Planetary gravity is a fact. Cylinder gravity is a consequence of rotation rate, which is a number that the habitat's systems maintain and which could be altered by sufficiently motivated actors. This is not a realistic threat in an established habitat - the rotational inertia of a multi-million-tonne structure makes meaningful changes take years - but it is a psychologically real background fact that has no planetary analog. Residents understand at some level that the weight of their bodies is downstream of a mechanical system. The maintenance culture that results is not merely conservative - it has the character of a population that knows their floor is also their engine.
Small cylinders are village-scale existential-stakes communities.
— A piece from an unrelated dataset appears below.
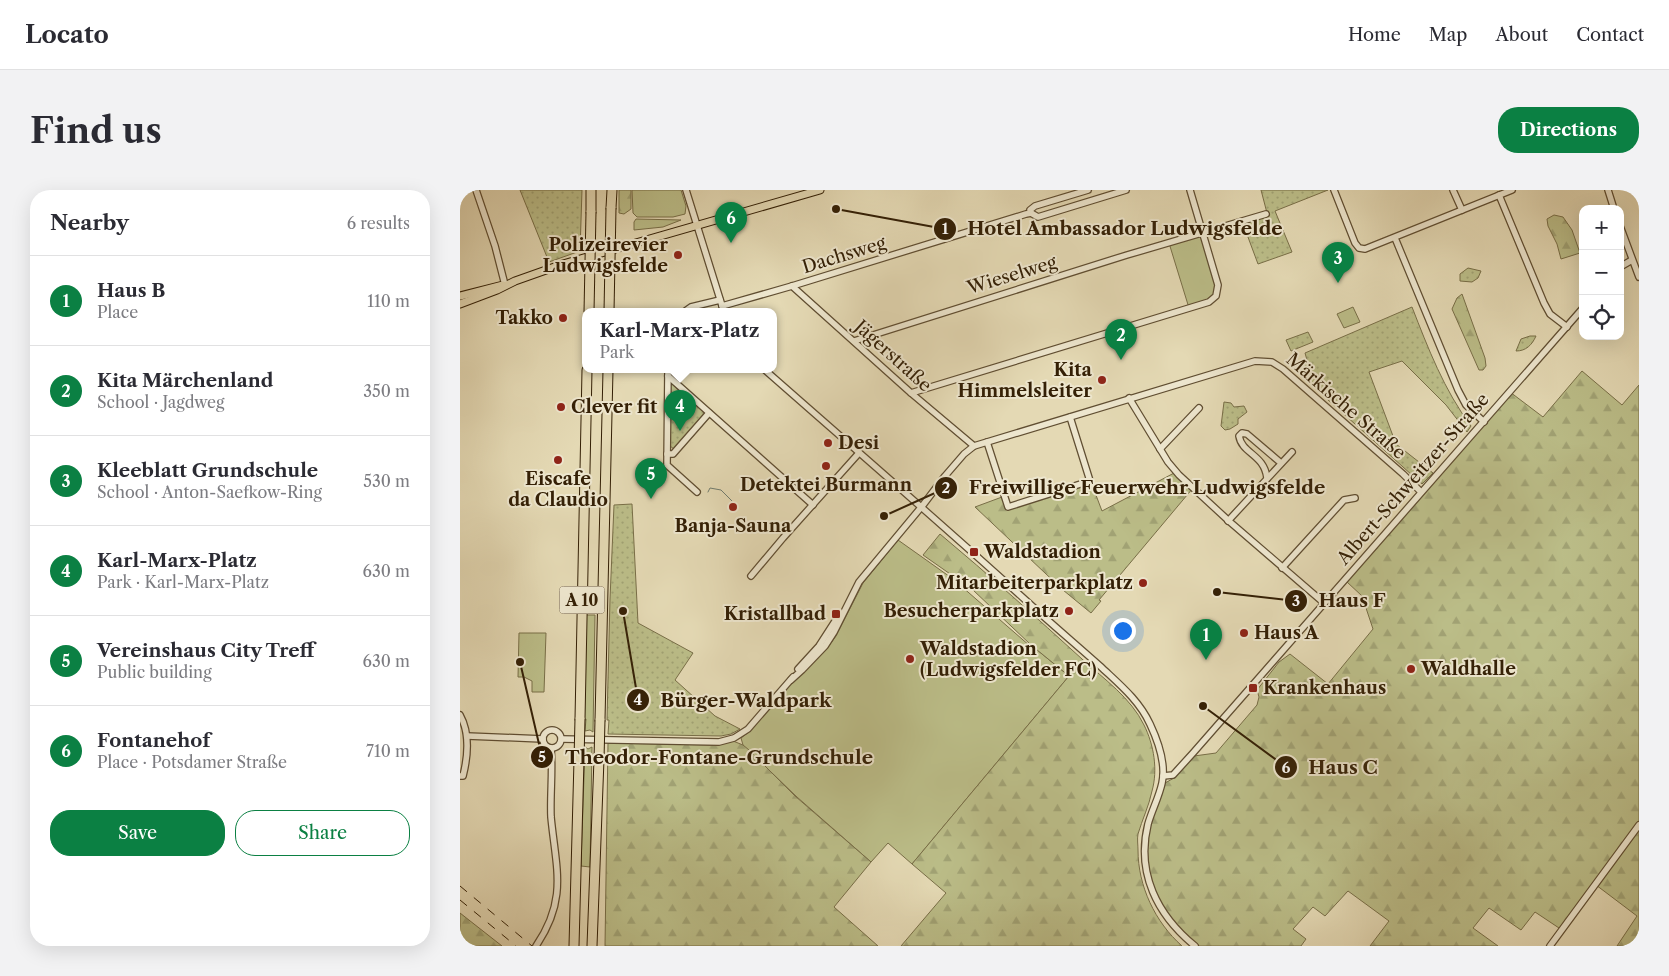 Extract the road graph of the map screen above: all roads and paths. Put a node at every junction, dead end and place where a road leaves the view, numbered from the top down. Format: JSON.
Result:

A 500-person cylinder is not a small town with a space aesthetic. It is a closed system where every person who understands the CO2 scrubber is irreplaceable, where institutional redundancy does not exist, where a single catastrophic maintenance decision can kill everyone, and where the social pressure against deviance is not cultural preference but a rational response to that reality. The conservatism of small cylinder cultures is not personality - it is arithmetic. The oldest-resident-knows-why logic from the Schleimfarm legibility crisis applies in full: the bypass that saves your life was installed by someone who is dead, and the reason they installed it that way is not recorded. Departures from small cylinders are socially charged not because the culture is clannish but because every skilled departure is a structural risk.
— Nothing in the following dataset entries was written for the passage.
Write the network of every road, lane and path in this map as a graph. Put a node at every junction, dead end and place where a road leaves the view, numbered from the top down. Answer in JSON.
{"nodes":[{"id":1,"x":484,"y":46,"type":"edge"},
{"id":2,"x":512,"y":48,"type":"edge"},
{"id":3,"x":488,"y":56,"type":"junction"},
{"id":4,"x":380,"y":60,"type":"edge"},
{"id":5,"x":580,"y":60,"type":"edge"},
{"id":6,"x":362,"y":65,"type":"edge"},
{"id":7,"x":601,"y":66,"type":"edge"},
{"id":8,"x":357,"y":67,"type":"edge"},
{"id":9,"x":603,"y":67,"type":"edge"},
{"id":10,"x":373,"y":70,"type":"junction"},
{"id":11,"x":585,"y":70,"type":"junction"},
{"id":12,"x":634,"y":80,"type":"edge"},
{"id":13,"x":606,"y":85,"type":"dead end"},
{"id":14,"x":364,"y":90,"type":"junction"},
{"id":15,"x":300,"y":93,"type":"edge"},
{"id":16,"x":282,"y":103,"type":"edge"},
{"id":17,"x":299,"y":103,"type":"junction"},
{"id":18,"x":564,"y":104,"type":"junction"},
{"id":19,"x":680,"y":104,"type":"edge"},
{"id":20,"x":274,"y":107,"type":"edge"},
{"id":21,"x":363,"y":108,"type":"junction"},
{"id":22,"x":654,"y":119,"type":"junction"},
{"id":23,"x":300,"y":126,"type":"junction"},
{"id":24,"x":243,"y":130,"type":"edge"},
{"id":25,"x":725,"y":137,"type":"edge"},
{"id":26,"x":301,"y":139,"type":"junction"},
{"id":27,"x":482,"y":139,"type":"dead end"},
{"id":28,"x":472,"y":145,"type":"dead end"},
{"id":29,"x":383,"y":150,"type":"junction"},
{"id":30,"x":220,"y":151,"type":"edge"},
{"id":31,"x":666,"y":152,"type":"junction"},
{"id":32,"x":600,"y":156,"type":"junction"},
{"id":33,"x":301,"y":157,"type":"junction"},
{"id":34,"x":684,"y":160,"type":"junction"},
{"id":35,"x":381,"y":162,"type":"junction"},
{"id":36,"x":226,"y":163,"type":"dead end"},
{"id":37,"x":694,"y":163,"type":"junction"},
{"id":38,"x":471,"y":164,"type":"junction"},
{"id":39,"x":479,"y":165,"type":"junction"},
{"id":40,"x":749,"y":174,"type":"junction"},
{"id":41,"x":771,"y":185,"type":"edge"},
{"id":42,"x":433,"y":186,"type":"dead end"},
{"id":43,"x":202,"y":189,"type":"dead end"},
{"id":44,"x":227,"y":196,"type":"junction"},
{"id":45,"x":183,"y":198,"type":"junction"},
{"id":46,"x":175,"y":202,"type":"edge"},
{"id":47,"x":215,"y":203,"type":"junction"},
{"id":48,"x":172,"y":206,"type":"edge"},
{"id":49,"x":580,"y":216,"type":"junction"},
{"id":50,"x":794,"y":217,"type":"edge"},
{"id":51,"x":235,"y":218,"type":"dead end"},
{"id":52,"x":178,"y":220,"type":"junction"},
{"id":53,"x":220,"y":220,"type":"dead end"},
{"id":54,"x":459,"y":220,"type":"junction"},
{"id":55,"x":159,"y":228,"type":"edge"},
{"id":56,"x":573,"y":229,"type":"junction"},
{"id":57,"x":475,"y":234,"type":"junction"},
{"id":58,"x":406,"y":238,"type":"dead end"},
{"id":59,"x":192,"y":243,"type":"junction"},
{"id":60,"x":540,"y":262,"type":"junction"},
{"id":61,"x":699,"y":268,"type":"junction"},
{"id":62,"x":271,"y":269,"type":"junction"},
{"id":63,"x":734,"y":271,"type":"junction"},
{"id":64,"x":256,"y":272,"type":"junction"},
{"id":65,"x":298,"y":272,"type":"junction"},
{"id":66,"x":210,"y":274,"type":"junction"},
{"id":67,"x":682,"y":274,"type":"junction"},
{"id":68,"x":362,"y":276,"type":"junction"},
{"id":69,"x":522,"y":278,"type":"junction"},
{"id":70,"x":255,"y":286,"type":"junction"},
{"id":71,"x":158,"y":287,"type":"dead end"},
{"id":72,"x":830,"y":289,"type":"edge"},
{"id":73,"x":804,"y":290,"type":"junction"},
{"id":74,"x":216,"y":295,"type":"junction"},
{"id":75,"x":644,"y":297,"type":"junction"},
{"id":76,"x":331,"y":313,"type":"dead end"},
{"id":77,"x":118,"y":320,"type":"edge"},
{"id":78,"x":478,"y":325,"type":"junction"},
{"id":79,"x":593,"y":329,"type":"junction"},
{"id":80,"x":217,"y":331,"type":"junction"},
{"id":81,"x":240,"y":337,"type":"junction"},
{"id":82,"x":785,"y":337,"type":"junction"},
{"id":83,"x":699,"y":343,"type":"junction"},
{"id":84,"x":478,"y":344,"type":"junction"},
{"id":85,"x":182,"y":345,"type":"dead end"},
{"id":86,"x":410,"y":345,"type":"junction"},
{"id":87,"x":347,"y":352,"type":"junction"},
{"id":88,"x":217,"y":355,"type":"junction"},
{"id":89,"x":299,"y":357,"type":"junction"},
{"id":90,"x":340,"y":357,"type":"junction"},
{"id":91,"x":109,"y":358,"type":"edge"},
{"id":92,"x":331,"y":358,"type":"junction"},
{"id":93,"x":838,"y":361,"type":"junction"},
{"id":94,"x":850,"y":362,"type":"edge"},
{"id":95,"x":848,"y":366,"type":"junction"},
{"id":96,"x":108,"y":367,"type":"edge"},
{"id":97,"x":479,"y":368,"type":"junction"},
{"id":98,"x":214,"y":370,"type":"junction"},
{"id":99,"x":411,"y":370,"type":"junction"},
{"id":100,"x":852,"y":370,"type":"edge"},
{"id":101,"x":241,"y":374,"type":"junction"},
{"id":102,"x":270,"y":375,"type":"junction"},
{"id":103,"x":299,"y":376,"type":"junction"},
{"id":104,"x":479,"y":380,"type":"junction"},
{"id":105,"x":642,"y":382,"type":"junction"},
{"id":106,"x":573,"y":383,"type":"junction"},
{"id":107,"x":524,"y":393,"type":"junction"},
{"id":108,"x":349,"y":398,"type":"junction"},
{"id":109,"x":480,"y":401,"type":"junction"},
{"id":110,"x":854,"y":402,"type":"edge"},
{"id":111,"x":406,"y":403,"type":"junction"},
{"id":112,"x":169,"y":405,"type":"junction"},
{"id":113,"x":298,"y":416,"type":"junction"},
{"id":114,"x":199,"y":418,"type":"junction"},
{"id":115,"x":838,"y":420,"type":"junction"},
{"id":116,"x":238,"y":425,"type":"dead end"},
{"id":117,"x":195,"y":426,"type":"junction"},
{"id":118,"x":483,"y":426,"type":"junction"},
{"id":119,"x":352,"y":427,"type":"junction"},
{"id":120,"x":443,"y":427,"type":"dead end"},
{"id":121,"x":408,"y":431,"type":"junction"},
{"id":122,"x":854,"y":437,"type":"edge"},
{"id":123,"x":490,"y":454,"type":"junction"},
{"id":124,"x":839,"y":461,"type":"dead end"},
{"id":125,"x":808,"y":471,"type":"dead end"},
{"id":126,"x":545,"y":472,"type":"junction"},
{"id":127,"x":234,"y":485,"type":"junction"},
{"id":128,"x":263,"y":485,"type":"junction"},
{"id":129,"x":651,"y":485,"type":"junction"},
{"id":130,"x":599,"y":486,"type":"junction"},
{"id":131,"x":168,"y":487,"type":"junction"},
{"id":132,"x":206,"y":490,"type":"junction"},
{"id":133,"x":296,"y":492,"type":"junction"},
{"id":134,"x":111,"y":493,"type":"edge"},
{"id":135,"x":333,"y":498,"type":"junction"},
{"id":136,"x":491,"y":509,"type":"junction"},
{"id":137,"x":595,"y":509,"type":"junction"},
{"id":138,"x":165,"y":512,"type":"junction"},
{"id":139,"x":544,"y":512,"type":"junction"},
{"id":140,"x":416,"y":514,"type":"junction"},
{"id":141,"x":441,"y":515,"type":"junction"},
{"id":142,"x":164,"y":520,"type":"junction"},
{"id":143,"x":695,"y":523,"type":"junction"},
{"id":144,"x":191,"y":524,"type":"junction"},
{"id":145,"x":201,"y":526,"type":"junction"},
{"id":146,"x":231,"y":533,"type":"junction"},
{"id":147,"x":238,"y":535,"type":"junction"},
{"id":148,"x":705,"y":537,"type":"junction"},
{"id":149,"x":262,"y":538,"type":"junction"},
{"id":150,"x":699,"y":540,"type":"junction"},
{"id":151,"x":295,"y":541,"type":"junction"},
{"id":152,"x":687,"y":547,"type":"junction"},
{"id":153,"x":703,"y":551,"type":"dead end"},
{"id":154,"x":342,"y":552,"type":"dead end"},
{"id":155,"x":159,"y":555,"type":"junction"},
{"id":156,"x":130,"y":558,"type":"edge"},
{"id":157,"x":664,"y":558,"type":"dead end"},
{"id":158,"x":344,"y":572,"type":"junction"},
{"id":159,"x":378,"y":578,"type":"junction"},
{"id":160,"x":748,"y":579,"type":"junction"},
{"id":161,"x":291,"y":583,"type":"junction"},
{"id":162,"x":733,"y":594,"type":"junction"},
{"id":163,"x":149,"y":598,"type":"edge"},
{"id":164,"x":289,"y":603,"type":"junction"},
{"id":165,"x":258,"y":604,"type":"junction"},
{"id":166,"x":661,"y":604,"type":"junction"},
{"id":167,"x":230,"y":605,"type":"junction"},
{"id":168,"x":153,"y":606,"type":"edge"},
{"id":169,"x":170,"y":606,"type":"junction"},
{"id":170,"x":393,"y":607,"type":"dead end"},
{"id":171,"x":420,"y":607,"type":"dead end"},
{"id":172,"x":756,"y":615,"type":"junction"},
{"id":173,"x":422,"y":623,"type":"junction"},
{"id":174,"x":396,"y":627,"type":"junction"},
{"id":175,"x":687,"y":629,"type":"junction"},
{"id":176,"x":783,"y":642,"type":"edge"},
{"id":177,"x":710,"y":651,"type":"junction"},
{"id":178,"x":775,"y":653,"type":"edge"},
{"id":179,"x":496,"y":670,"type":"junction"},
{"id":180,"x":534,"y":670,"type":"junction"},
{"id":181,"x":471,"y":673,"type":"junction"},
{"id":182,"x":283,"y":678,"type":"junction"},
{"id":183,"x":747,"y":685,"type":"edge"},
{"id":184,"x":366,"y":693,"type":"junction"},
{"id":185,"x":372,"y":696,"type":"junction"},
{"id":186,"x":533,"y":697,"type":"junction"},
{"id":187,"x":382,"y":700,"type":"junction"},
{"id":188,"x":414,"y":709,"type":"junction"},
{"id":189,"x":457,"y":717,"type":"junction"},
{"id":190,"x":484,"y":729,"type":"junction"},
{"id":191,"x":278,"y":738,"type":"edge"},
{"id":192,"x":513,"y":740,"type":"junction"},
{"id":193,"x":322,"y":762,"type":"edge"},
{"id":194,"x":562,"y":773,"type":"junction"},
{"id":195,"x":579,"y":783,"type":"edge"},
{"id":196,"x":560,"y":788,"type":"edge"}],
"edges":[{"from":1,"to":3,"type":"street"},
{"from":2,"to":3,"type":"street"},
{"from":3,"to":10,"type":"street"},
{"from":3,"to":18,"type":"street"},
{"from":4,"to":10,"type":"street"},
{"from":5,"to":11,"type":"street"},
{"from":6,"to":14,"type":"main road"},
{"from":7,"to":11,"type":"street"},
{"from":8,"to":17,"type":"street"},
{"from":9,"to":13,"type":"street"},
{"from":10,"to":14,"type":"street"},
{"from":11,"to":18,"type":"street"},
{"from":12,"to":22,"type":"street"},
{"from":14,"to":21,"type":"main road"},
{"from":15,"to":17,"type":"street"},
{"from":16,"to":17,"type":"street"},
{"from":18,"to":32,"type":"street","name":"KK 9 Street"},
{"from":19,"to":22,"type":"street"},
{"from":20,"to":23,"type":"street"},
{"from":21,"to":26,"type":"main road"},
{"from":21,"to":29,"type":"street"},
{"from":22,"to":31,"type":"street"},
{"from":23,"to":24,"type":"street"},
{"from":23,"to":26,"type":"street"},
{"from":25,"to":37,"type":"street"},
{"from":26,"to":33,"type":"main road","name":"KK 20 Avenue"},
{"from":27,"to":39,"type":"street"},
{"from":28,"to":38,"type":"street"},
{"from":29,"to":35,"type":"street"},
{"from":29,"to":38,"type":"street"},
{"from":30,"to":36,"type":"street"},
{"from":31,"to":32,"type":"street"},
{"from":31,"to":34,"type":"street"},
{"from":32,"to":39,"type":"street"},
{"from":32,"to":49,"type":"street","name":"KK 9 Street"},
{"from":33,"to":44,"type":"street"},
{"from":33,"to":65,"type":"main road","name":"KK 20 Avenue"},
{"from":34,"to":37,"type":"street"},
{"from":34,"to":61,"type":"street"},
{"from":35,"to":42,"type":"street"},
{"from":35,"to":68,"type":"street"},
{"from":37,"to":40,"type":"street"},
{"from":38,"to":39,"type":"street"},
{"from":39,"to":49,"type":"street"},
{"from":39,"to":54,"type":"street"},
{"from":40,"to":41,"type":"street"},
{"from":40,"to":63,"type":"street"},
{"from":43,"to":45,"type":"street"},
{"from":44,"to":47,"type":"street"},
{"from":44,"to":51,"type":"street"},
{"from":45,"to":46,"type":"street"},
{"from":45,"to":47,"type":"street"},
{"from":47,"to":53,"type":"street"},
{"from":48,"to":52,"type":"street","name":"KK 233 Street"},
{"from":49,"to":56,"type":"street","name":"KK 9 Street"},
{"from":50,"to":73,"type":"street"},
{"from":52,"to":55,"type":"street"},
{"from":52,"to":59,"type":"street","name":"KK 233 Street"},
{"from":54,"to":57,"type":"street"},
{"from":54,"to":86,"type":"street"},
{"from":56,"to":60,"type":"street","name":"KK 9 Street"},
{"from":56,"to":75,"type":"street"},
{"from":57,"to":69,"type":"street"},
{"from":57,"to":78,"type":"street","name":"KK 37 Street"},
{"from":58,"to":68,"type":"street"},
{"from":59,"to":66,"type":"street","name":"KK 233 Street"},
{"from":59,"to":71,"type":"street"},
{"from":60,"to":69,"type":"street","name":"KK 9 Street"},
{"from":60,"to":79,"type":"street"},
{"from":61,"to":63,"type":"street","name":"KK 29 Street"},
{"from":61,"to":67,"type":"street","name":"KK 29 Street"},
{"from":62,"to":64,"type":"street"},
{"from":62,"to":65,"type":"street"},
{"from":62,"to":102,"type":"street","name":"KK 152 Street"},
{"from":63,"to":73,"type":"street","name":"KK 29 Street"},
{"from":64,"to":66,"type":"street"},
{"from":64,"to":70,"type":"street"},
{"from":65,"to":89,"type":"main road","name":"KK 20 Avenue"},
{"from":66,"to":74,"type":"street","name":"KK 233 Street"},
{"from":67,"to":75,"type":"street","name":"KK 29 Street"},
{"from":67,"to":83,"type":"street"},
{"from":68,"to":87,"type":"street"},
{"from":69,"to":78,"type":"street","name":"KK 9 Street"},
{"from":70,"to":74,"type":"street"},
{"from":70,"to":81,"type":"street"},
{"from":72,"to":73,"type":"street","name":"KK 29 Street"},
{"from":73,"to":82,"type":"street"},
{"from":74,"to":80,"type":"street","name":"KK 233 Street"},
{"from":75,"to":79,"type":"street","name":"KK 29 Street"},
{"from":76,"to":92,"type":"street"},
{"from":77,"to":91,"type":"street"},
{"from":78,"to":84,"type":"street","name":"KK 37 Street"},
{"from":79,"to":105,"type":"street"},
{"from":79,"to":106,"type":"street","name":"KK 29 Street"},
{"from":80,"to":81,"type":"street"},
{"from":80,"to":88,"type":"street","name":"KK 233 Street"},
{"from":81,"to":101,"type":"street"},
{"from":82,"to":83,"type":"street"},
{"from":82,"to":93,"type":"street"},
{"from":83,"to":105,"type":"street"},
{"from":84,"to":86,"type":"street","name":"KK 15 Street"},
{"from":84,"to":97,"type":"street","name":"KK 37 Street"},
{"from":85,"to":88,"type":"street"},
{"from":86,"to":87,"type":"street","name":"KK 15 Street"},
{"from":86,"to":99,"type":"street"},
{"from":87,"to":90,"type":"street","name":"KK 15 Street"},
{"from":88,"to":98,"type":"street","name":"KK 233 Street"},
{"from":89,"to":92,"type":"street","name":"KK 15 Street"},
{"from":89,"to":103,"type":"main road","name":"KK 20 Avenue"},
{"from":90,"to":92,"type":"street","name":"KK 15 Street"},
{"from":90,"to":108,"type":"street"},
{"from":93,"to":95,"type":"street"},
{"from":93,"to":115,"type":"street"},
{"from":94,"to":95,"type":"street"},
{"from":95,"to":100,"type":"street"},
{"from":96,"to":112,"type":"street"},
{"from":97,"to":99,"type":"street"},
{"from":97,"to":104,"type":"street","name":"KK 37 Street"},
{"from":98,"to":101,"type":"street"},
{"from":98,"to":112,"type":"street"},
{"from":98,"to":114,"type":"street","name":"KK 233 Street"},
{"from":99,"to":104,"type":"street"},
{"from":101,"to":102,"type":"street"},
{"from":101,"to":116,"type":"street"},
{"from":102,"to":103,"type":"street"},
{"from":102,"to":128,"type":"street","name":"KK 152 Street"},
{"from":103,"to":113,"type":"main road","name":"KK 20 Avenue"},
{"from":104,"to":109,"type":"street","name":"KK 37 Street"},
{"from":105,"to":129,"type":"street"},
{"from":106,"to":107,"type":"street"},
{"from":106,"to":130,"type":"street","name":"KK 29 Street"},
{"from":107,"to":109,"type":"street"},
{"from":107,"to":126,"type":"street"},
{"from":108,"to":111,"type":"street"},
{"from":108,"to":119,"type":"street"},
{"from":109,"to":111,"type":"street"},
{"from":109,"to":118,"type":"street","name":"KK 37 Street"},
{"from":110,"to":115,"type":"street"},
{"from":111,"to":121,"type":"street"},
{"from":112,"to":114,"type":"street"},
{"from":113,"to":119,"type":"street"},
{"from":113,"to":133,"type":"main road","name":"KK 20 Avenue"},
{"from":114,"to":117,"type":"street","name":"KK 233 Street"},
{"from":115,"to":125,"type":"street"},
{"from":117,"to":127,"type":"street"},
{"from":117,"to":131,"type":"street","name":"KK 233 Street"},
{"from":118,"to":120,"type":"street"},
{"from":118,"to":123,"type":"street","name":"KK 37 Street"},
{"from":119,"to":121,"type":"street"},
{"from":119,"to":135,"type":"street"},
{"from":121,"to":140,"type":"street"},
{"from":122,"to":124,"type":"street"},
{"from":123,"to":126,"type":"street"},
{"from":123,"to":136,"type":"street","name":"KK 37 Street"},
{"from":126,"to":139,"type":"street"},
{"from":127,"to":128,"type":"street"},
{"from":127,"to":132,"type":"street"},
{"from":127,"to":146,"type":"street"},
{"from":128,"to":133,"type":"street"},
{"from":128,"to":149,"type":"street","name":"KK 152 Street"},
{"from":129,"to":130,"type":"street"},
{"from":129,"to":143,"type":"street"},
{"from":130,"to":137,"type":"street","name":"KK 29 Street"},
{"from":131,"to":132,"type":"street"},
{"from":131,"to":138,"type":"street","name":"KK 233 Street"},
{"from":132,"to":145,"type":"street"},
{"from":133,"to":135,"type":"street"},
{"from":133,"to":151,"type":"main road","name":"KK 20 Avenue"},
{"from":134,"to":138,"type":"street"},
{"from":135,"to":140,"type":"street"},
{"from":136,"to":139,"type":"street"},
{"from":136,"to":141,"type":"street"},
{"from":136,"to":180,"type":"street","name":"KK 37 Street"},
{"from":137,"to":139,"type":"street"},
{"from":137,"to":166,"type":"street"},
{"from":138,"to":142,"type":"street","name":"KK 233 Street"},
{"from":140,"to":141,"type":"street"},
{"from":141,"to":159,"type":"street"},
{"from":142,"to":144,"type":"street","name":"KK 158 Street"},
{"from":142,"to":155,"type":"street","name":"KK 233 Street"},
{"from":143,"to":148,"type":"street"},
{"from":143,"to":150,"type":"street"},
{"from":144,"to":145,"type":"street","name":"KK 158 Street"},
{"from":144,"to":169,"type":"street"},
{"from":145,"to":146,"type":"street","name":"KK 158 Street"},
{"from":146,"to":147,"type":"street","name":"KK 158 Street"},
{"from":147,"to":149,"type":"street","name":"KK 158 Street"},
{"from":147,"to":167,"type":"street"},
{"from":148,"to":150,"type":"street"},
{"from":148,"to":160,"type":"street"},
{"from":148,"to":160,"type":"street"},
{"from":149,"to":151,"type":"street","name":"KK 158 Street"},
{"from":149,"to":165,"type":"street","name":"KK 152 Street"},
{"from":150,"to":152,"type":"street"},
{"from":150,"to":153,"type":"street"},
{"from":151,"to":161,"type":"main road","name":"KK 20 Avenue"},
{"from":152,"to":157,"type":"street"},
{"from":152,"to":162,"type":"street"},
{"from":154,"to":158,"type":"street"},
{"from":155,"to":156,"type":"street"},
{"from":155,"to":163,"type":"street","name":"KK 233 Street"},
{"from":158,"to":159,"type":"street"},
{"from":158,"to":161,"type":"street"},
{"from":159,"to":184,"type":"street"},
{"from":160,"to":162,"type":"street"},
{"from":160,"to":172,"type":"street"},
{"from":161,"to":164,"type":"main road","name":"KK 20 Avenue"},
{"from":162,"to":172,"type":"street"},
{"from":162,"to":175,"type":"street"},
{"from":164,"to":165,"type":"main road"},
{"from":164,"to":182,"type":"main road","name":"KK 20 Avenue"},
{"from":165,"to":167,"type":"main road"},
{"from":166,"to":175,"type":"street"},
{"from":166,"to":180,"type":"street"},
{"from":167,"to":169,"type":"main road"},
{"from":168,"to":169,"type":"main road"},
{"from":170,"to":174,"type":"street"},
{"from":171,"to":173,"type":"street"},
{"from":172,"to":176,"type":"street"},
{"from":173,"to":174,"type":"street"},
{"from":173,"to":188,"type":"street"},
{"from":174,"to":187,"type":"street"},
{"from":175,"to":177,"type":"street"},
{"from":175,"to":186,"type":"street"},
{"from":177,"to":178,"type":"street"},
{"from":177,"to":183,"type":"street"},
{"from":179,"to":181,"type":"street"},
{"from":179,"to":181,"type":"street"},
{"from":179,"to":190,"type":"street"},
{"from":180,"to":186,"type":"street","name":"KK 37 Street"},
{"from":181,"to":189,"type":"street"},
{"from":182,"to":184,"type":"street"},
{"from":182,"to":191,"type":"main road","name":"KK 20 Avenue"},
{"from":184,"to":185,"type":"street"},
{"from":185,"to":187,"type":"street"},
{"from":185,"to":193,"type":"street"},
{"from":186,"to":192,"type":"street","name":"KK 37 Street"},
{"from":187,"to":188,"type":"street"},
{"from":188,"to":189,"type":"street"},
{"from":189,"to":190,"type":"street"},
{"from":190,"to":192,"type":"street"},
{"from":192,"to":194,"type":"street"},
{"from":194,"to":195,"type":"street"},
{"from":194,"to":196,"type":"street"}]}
The 200km cylinder is not one community.
It is a linear chain of communities connected by transit infrastructure, sharing a hull but not necessarily much else. Transit distance along the cylinder is the operative social metric. Districts at opposite ends have different light schedules, different acoustic profiles, different industrial neighbors, different atmospheric compositions if agricultural zoning is involved, and different maintenance histories stretching back centuries. The corridor that connects them is not neutral infrastructure - it is the political spine of the habitat, and whoever controls transit frequency and pricing controls effective geography. The analogy is not a city; it is a river valley with one road and no other way out.
Shielding stratification is real stratification.
Shielding mass is finite, maintained, and unevenly distributed. Interior districts, further from the hull, receive more shielding from both directions. Rim-adjacent districts, directly behind the hull, depend on hull integrity and whatever shielding mass the fabrication line installed. Over decades and centuries of cumulative maintenance prioritization, shielding quality diverges between districts - not dramatically, but measurably in long-term health outcomes. The population that lives in the well-shielded interior districts is not there by accident. This is not science fiction dystopia framing; it is the same mechanism that makes the windward side of a city different from the industrial district downwind. The gradient exists. It accrues.
Literary Disclaimer
Do not explain what a rotating habitat is. Do not include the gravity table, the Coriolis threshold, or any other parameter that belongs in an engineering reference rather than a document about how people live. Do not write "first-time visitors find it vertiginous, long-term residents find it unremarkable" or any sentence that does the same work - this observation has appeared in every rotating habitat text written in the last fifty years and carries no information. "Residents are more resource-aware" requires an explanation of why the awareness exists, who enforces it, and what happens when it fails, or it is decorative. Do not treat the curved sky, the opposite rim, or the axial light spine as tourist curiosities; these are permanent structural facts of the environment and should appear only in terms of what they cause. Do not mention partial-gravity sports without following the implication somewhere.